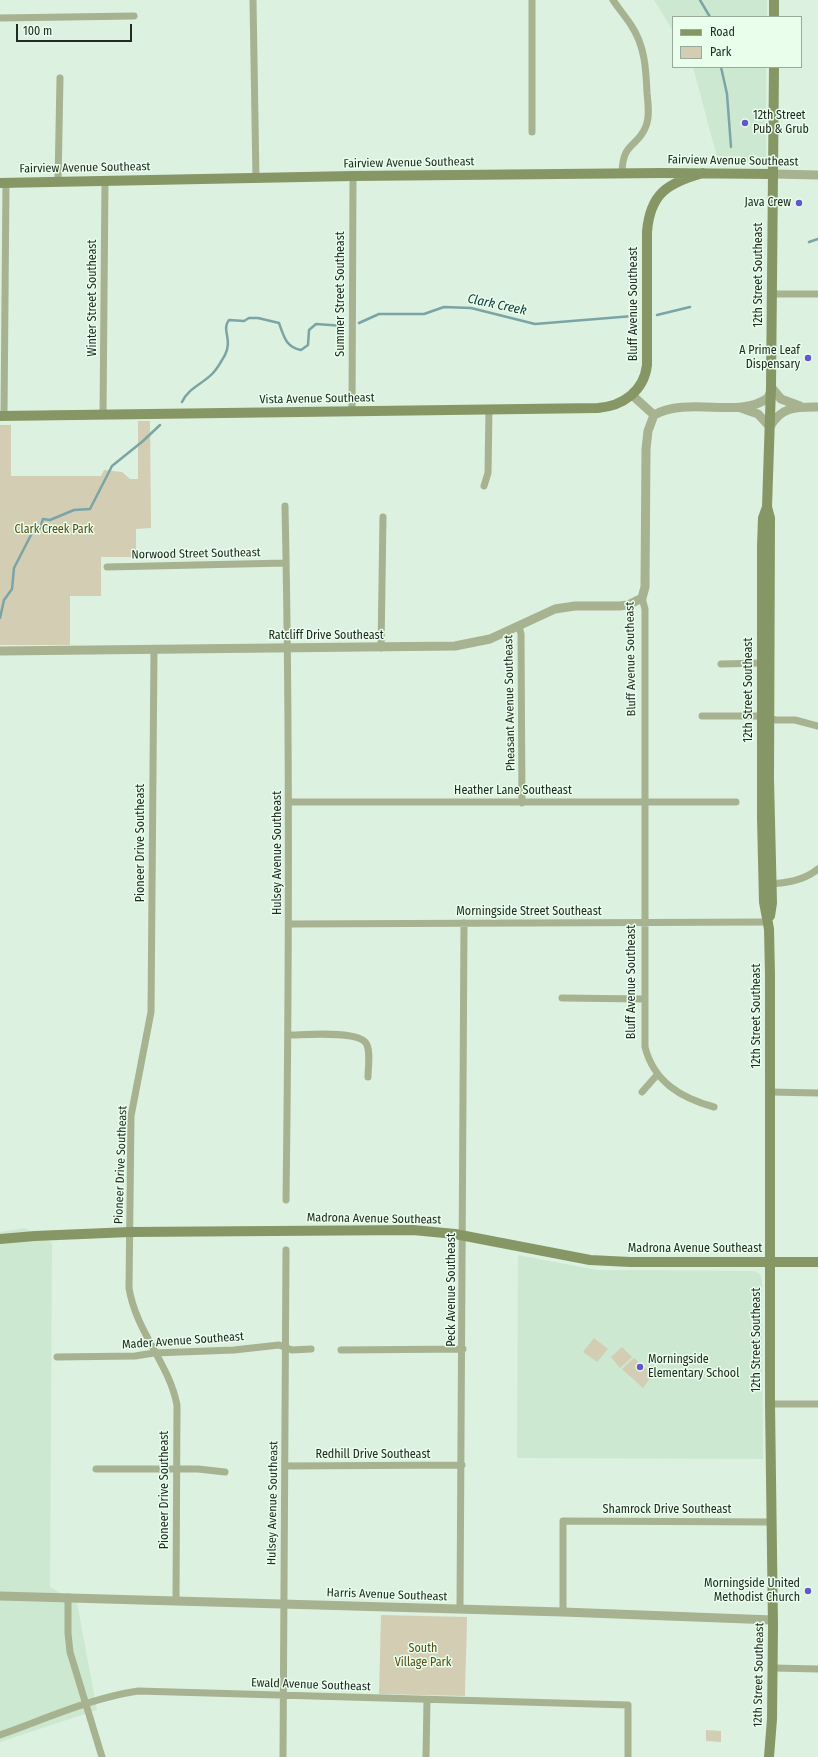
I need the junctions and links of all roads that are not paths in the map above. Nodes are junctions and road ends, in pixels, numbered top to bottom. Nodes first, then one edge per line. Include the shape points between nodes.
1 (253, 0) edge
2 (532, 0) edge
3 (613, 0) edge
4 (774, 0) edge
5 (134, 16) dead end
6 (774, 16) edge
7 (0, 18) edge
8 (774, 68) edge
9 (60, 78) dead end
10 (532, 132) dead end
11 (662, 173) junction
12 (703, 173) junction
13 (622, 174) junction
14 (773, 174) junction
15 (353, 176) junction
16 (818, 176) edge
17 (256, 179) junction
18 (105, 180) junction
19 (58, 182) junction
20 (3, 183) edge
21 (658, 196) junction
22 (772, 294) junction
23 (818, 294) edge
24 (771, 389) junction
25 (632, 395) junction
26 (737, 407) junction
27 (805, 407) junction
28 (818, 407) edge
29 (489, 410) junction
30 (352, 412) junction
31 (103, 415) junction
32 (654, 415) junction
33 (2, 416) edge
34 (770, 427) junction
35 (484, 486) dead end
36 (285, 506) dead end
37 (767, 507) junction
38 (383, 517) dead end
39 (286, 563) junction
40 (107, 567) dead end
41 (642, 598) junction
42 (519, 626) junction
43 (288, 648) junction
44 (381, 648) junction
45 (154, 649) junction
46 (0, 651) edge
47 (762, 663) junction
48 (721, 664) dead end
49 (702, 716) dead end
50 (766, 718) junction
51 (818, 726) edge
52 (289, 802) junction
53 (646, 802) junction
54 (736, 802) dead end
55 (522, 803) junction
56 (818, 869) edge
57 (768, 884) junction
58 (646, 922) junction
59 (769, 922) junction
60 (464, 923) junction
61 (290, 924) junction
62 (562, 998) dead end
63 (645, 999) junction
64 (289, 1035) junction
65 (657, 1075) junction
66 (368, 1077) dead end
67 (642, 1092) dead end
68 (770, 1092) junction
69 (818, 1093) edge
70 (714, 1107) dead end
71 (286, 1200) dead end
72 (130, 1232) junction
73 (463, 1235) junction
74 (0, 1239) edge
75 (286, 1250) dead end
76 (770, 1262) junction
77 (818, 1262) edge
78 (285, 1347) junction
79 (311, 1349) dead end
80 (463, 1349) junction
81 (341, 1350) dead end
82 (154, 1353) junction
83 (57, 1357) dead end
84 (770, 1404) junction
85 (818, 1404) edge
86 (462, 1465) junction
87 (285, 1466) junction
88 (96, 1469) dead end
89 (177, 1469) junction
90 (225, 1472) dead end
91 (772, 1522) junction
92 (0, 1596) edge
93 (68, 1597) junction
94 (176, 1600) junction
95 (283, 1603) junction
96 (460, 1609) junction
97 (563, 1612) junction
98 (773, 1620) junction
99 (773, 1668) junction
100 (818, 1669) edge
101 (284, 1695) junction
102 (427, 1700) junction
103 (85, 1705) junction
104 (0, 1735) edge
105 (102, 1757) edge
106 (283, 1757) edge
107 (426, 1757) edge
108 (628, 1757) edge
109 (769, 1757) edge

1 - 17 street
2 - 10 street
3 - 13 street via 638,38 646,66 647,120 643,131 626,152 622,162
4 - 6 main road
5 - 7 street
8 - 14 main road, 12th Street Southeast
9 - 19 street
11 - 12 main road, Fairview Avenue Southeast
11 - 13 main road, Fairview Avenue Southeast
11 - 21 main road via 663,183
12 - 14 main road, Fairview Avenue Southeast
12 - 21 main road, Bluff Avenue Southeast via 673,184
13 - 15 main road, Fairview Avenue Southeast
14 - 16 street, Fairview Avenue Southeast
14 - 22 main road, 12th Street Southeast
15 - 17 main road, Fairview Avenue Southeast
15 - 30 street, Summer Street Southeast
17 - 18 main road, Fairview Avenue Southeast
18 - 19 main road, Fairview Avenue Southeast
18 - 31 street, Winter Street Southeast
19 - 20 main road, Fairview Avenue Southeast
20 - 33 street
21 - 25 main road, Bluff Avenue Southeast via 648,216 647,371 638,390
22 - 23 street
22 - 24 main road, 12th Street Southeast
24 - 26 street via 768,398 763,402
24 - 27 street via 781,399
24 - 34 main road, 12th Street Southeast
25 - 29 main road, Vista Avenue Southeast via 622,402 602,408
25 - 32 street
26 - 32 street via 682,406 669,408
26 - 34 street via 755,412
27 - 28 street
27 - 34 street via 783,411
29 - 30 main road, Vista Avenue Southeast
29 - 35 street via 488,473
30 - 31 main road, Vista Avenue Southeast
31 - 33 main road, Vista Avenue Southeast
32 - 41 street, Bluff Avenue Southeast via 648,431 646,449 646,578
34 - 37 main road, 12th Street Southeast
36 - 39 street, Hulsey Avenue Southeast
37 - 47 main road, 12th Street Southeast via 762,532
37 - 50 main road, 12th Street Southeast via 770,518
38 - 44 street
39 - 40 street, Norwood Street Southeast
39 - 43 street, Hulsey Avenue Southeast
41 - 42 street, Ratcliff Drive Southeast via 623,606 575,606 554,609
41 - 53 street, Bluff Avenue Southeast via 645,609
42 - 44 street, Ratcliff Drive Southeast via 490,639 468,644
42 - 55 street, Pheasant Avenue Southeast via 523,737
43 - 44 street, Ratcliff Drive Southeast
43 - 45 street, Ratcliff Drive Southeast
43 - 52 street, Hulsey Avenue Southeast
45 - 46 street, Ratcliff Drive Southeast
45 - 72 street, Pioneer Drive Southeast via 151,1012 131,1116
47 - 48 street
47 - 50 main road, 12th Street Southeast
49 - 50 street
50 - 51 street via 795,720
50 - 57 main road, 12th Street Southeast
52 - 55 street, Heather Lane Southeast
52 - 61 street, Hulsey Avenue Southeast
53 - 54 street, Heather Lane Southeast
53 - 55 street, Heather Lane Southeast
53 - 58 street, Bluff Avenue Southeast
56 - 57 street via 795,881
57 - 59 main road, 12th Street Southeast via 772,903
58 - 59 street, Morningside Street Southeast
58 - 60 street, Morningside Street Southeast
58 - 63 street, Bluff Avenue Southeast
59 - 68 main road, 12th Street Southeast
60 - 61 street, Morningside Street Southeast
60 - 73 street, Peck Avenue Southeast
61 - 64 street, Hulsey Avenue Southeast
62 - 63 street
63 - 65 street, Bluff Avenue Southeast via 645,1047 647,1057
64 - 66 street via 349,1036 361,1039 366,1043 368,1051
64 - 71 street, Hulsey Avenue Southeast
65 - 67 street
65 - 70 street, Bluff Avenue Southeast via 684,1096
68 - 69 street
68 - 76 main road, 12th Street Southeast
72 - 73 main road, Madrona Avenue Southeast via 413,1230
72 - 74 main road, Madrona Avenue Southeast
72 - 82 street, Pioneer Drive Southeast via 131,1302
73 - 76 main road, Madrona Avenue Southeast via 590,1260
73 - 80 street, Peck Avenue Southeast
75 - 78 street, Hulsey Avenue Southeast
76 - 77 main road, Madrona Avenue Southeast
76 - 84 main road, 12th Street Southeast
78 - 79 street, Mader Avenue Southeast via 292,1350
78 - 82 street, Mader Avenue Southeast
78 - 87 street, Hulsey Avenue Southeast
80 - 81 street
80 - 86 street, Peck Avenue Southeast
82 - 83 street, Mader Avenue Southeast via 135,1356
82 - 89 street, Pioneer Drive Southeast via 166,1372 175,1395
84 - 85 street
84 - 91 main road, 12th Street Southeast
86 - 87 street, Redhill Drive Southeast
86 - 96 street, Peck Avenue Southeast
87 - 95 street, Hulsey Avenue Southeast
88 - 89 street
89 - 90 street
89 - 94 street, Pioneer Drive Southeast
91 - 97 street, Shamrock Drive Southeast via 563,1521
91 - 98 main road, 12th Street Southeast
92 - 93 street, Harris Avenue Southeast
93 - 94 street, Harris Avenue Southeast
93 - 103 street via 70,1652
94 - 95 street, Harris Avenue Southeast
95 - 96 street, Harris Avenue Southeast
95 - 101 street, Hulsey Avenue Southeast
96 - 97 street, Harris Avenue Southeast
97 - 98 street, Harris Avenue Southeast
98 - 99 main road, 12th Street Southeast
99 - 100 street
99 - 109 main road, 12th Street Southeast
101 - 102 street, Ewald Avenue Southeast
101 - 103 street, Ewald Avenue Southeast via 138,1691
101 - 106 street, Hulsey Avenue Southeast
102 - 107 street
102 - 108 street, Ewald Avenue Southeast via 628,1705
103 - 104 street, Ewald Avenue Southeast
103 - 105 street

□ □ □

### THE TASK
If a line in the listing contains the string "Fairview", copy it.

### EXERCISE SOLUTION
11 - 12 main road, Fairview Avenue Southeast
11 - 13 main road, Fairview Avenue Southeast
12 - 14 main road, Fairview Avenue Southeast
13 - 15 main road, Fairview Avenue Southeast
14 - 16 street, Fairview Avenue Southeast
15 - 17 main road, Fairview Avenue Southeast
17 - 18 main road, Fairview Avenue Southeast
18 - 19 main road, Fairview Avenue Southeast
19 - 20 main road, Fairview Avenue Southeast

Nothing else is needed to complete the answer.